I am using fastai v2 on a windows system and testing on the pets notebook.
Current version:
Cuda: True
GPU: GeForce GTX 1060
Python version: 3.7.4 (default, Aug 9 2019, 18:34:13) [MSC v.1915 64 bit (AMD64)]
Pytorch version: 1.3.0
I got the following error after running this code:
pets = DataBlock(types=(PILImage, Category),
get_items=get_image_files,
splitter=RandomSplitter(),
#get_y=RegexLabeller(pat = r’/([^/]+)\d+.jpg$‘))
get_y = RegexLabeller(pat = r’\([^\]+)\d+.jpg$')) #For windows
dbunch = pets.databunch(untar_data(URLs.PETS)/“images”, item_tfms=RandomResizedCrop(460, min_scale=0.75), bs=32,
batch_tfms=[*aug_transforms(size=224, max_warp=0), Normalize(*imagenet_stats)])
learn.fit_one_cycle(4)
results in the following error:
RuntimeError: cuda runtime error (801) : operation not supported at C:\w\1\s\tmp_conda_3.7_183424\conda\conda-bld\pytorch_1570818936694\work\torch/csrc/generic/StorageSharing.cpp:245
Looking at this thread Windows FAQ — PyTorch 2.4 documentation it points that multiprocessing on CUDA tensors are not supported and offered 2 alternatives one being change num_worker to 0, which I did:
dbunch = pets.databunch(untar_data(URLs.PETS)/“images”, item_tfms=RandomResizedCrop(460, min_scale=0.75), bs=32,
batch_tfms=[*aug_transforms(size=224, max_warp=0), Normalize(*imagenet_stats)], num_workers=0)

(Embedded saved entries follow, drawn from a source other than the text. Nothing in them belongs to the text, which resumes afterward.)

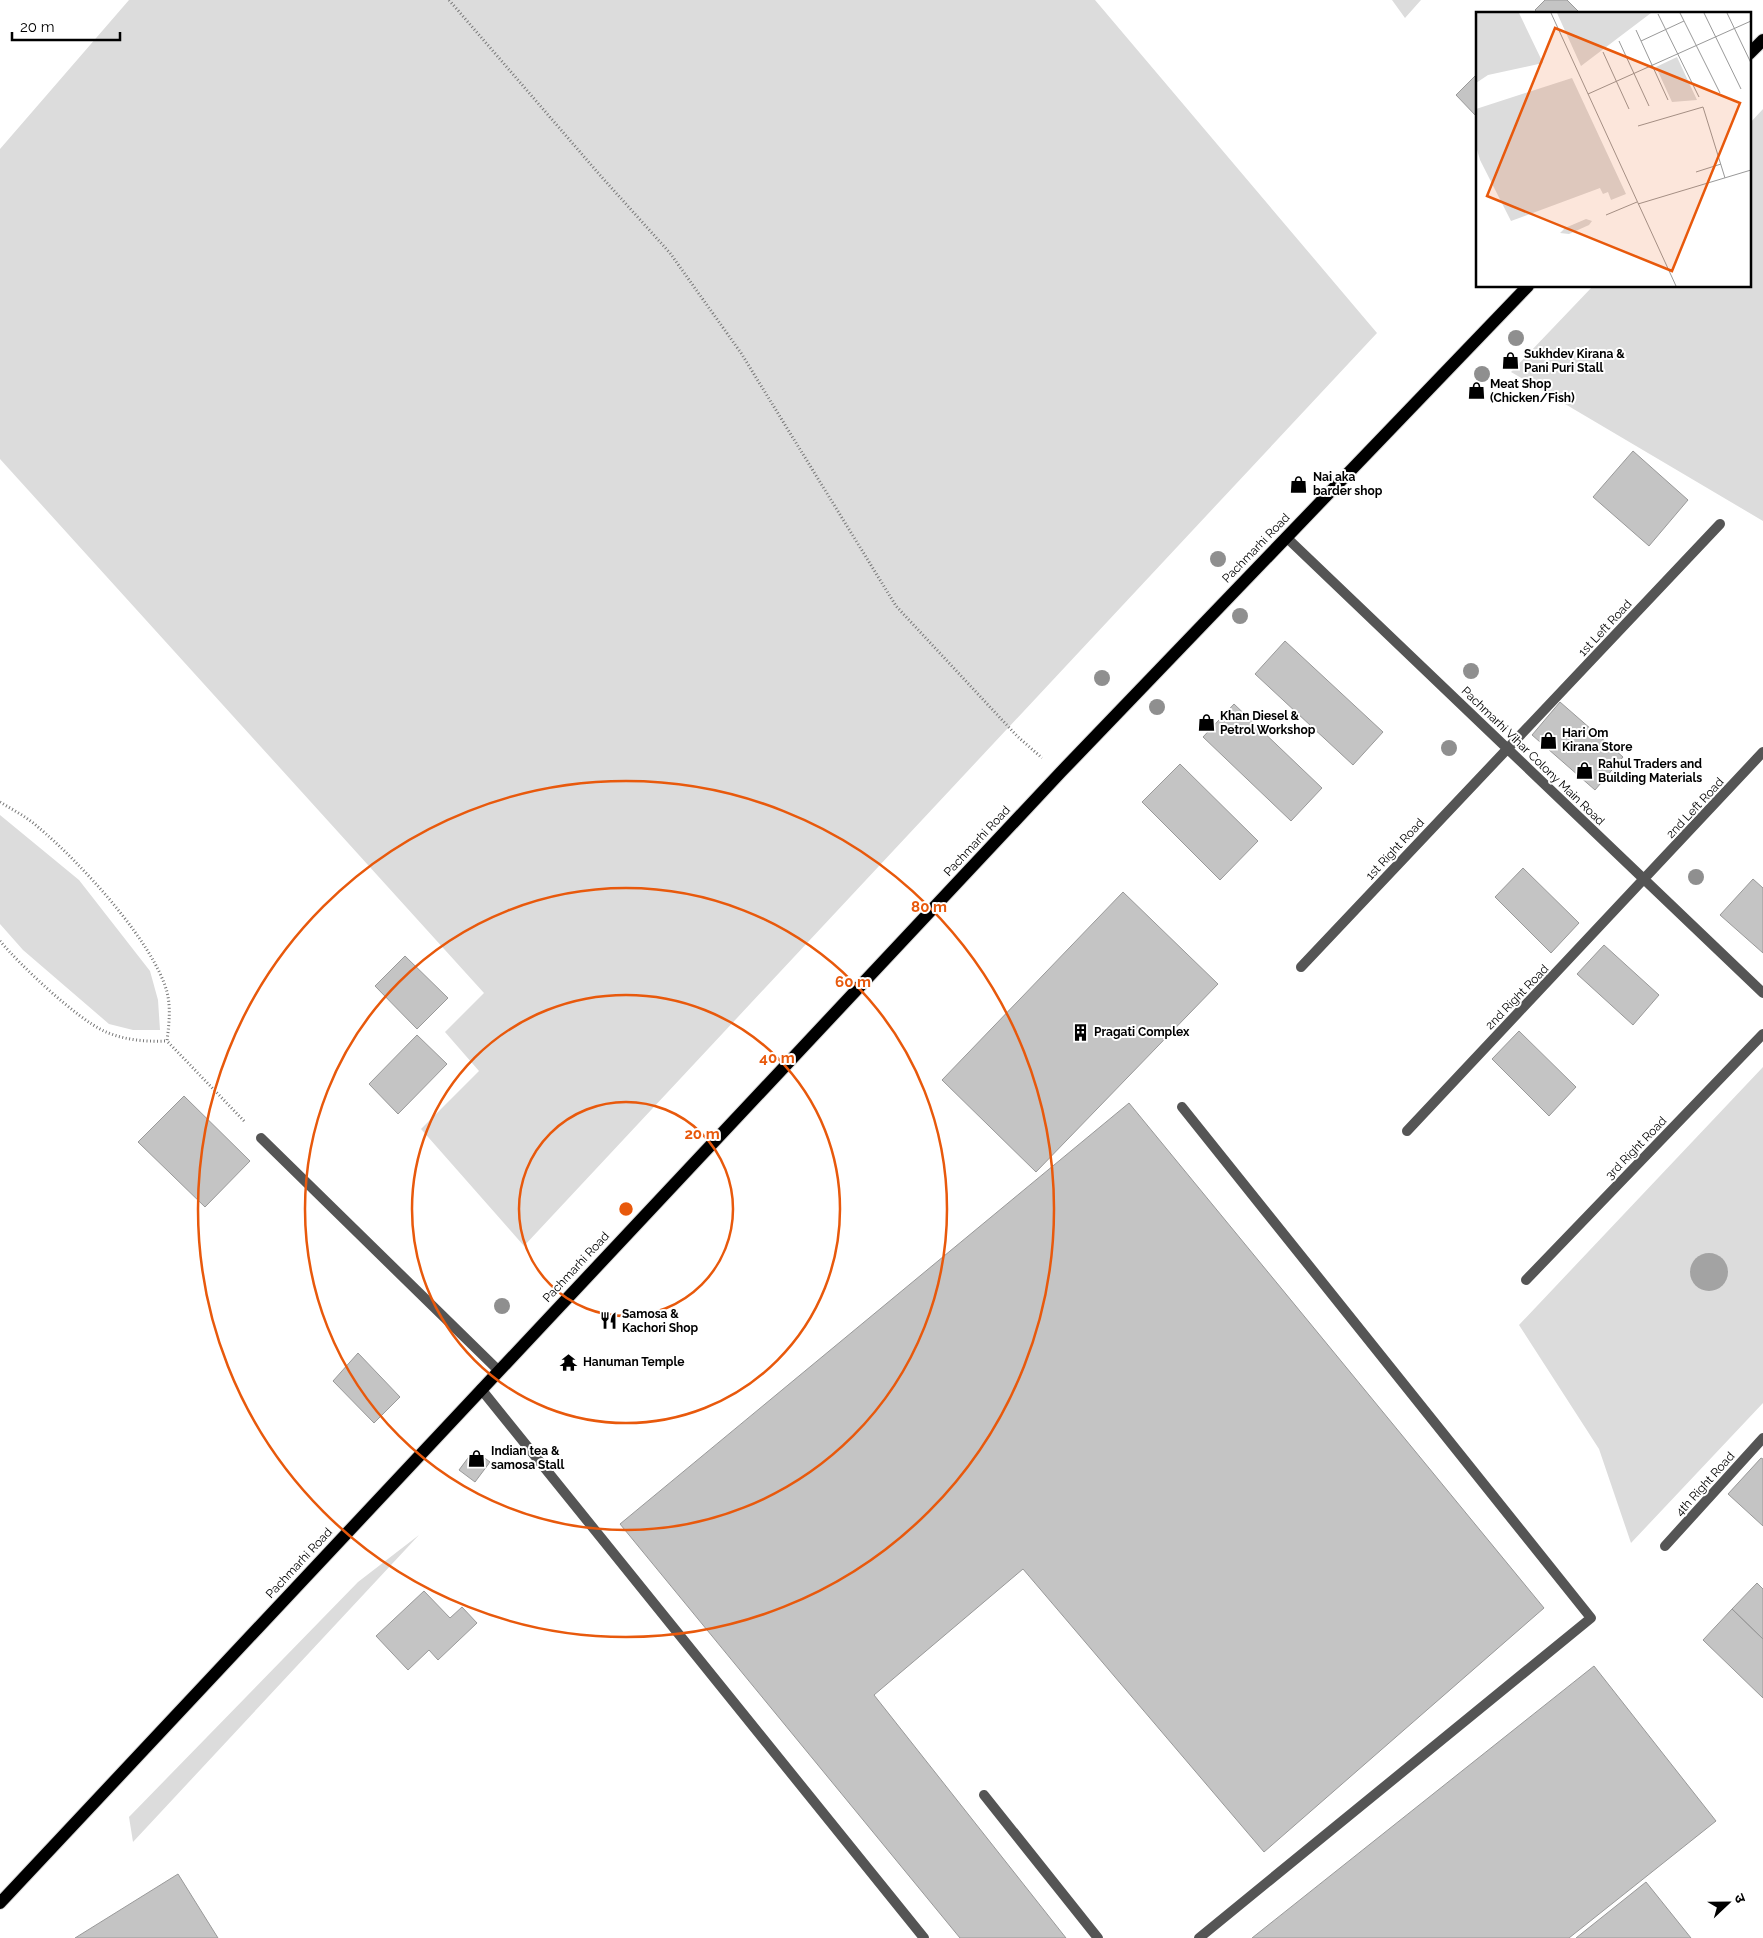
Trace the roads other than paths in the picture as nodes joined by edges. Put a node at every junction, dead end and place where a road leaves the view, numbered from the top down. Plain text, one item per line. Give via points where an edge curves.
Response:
1 (1763, 40) edge
2 (1750, 53) edge
3 (1526, 288) edge
4 (1720, 524) dead end
5 (1286, 537) junction
6 (1507, 749) junction
7 (1763, 752) edge
8 (1645, 880) junction
9 (1301, 966) dead end
10 (1763, 993) edge
11 (1763, 1034) edge
12 (1182, 1108) dead end
13 (1407, 1131) dead end
14 (262, 1138) road end
15 (1526, 1280) dead end
16 (498, 1370) junction
17 (482, 1389) junction
18 (1763, 1438) edge
19 (1665, 1546) dead end
20 (984, 1795) dead end
21 (0, 1903) edge
22 (924, 1938) edge
23 (1098, 1938) edge
24 (1199, 1938) edge

1 - 2 main road
3 - 5 main road, Pachmarhi Road
4 - 6 street, 1st Left Road
5 - 6 street, Pachmarhi Vihar Colony Main Road
5 - 16 main road, Pachmarhi Road
6 - 8 street, Pachmarhi Vihar Colony Main Road
6 - 9 street, 1st Right Road
7 - 8 street, 2nd Left Road
8 - 10 street, Pachmarhi Vihar Colony Main Road
8 - 13 street, 2nd Right Road
11 - 15 street, 3rd Right Road
12 - 24 street via 1591,1618
14 - 16 street
16 - 17 main road, Pachmarhi Road
17 - 21 main road, Pachmarhi Road
17 - 22 street
18 - 19 street, 4th Right Road
20 - 23 street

This then resulted in a different error when running one_fit:
RuntimeError: Expected object of scalar type Long but got scalar type Int for argument #2 ‘target’ in call to _thnn_nll_loss_forward
The error was being generated here:
~\Anaconda3\envs\fastai_v2_1.3\lib\site-packages\torch\nn\functional.py in nll_loss(input, target, weight, size_average, ignore_index, reduce, reduction)
1837 if dim == 2:
→ 1838 ret = torch._C._nn.nll_loss(input, target, weight, _Reduction.get_enum(reduction), ignore_index)
1839 elif dim == 4:
1840 ret = torch._C._nn.nll_loss2d(input, target, weight, _Reduction.get_enum(reduction), ignore_index)
so I added a line:
if dim == 2: target = target.long() #new input ret = torch._C._nn.nll_loss(input, target, weight, _Reduction.get_enum(reduction), ignore_index)
and now the notebook works fine.
However are there better suggestions on how to fix this?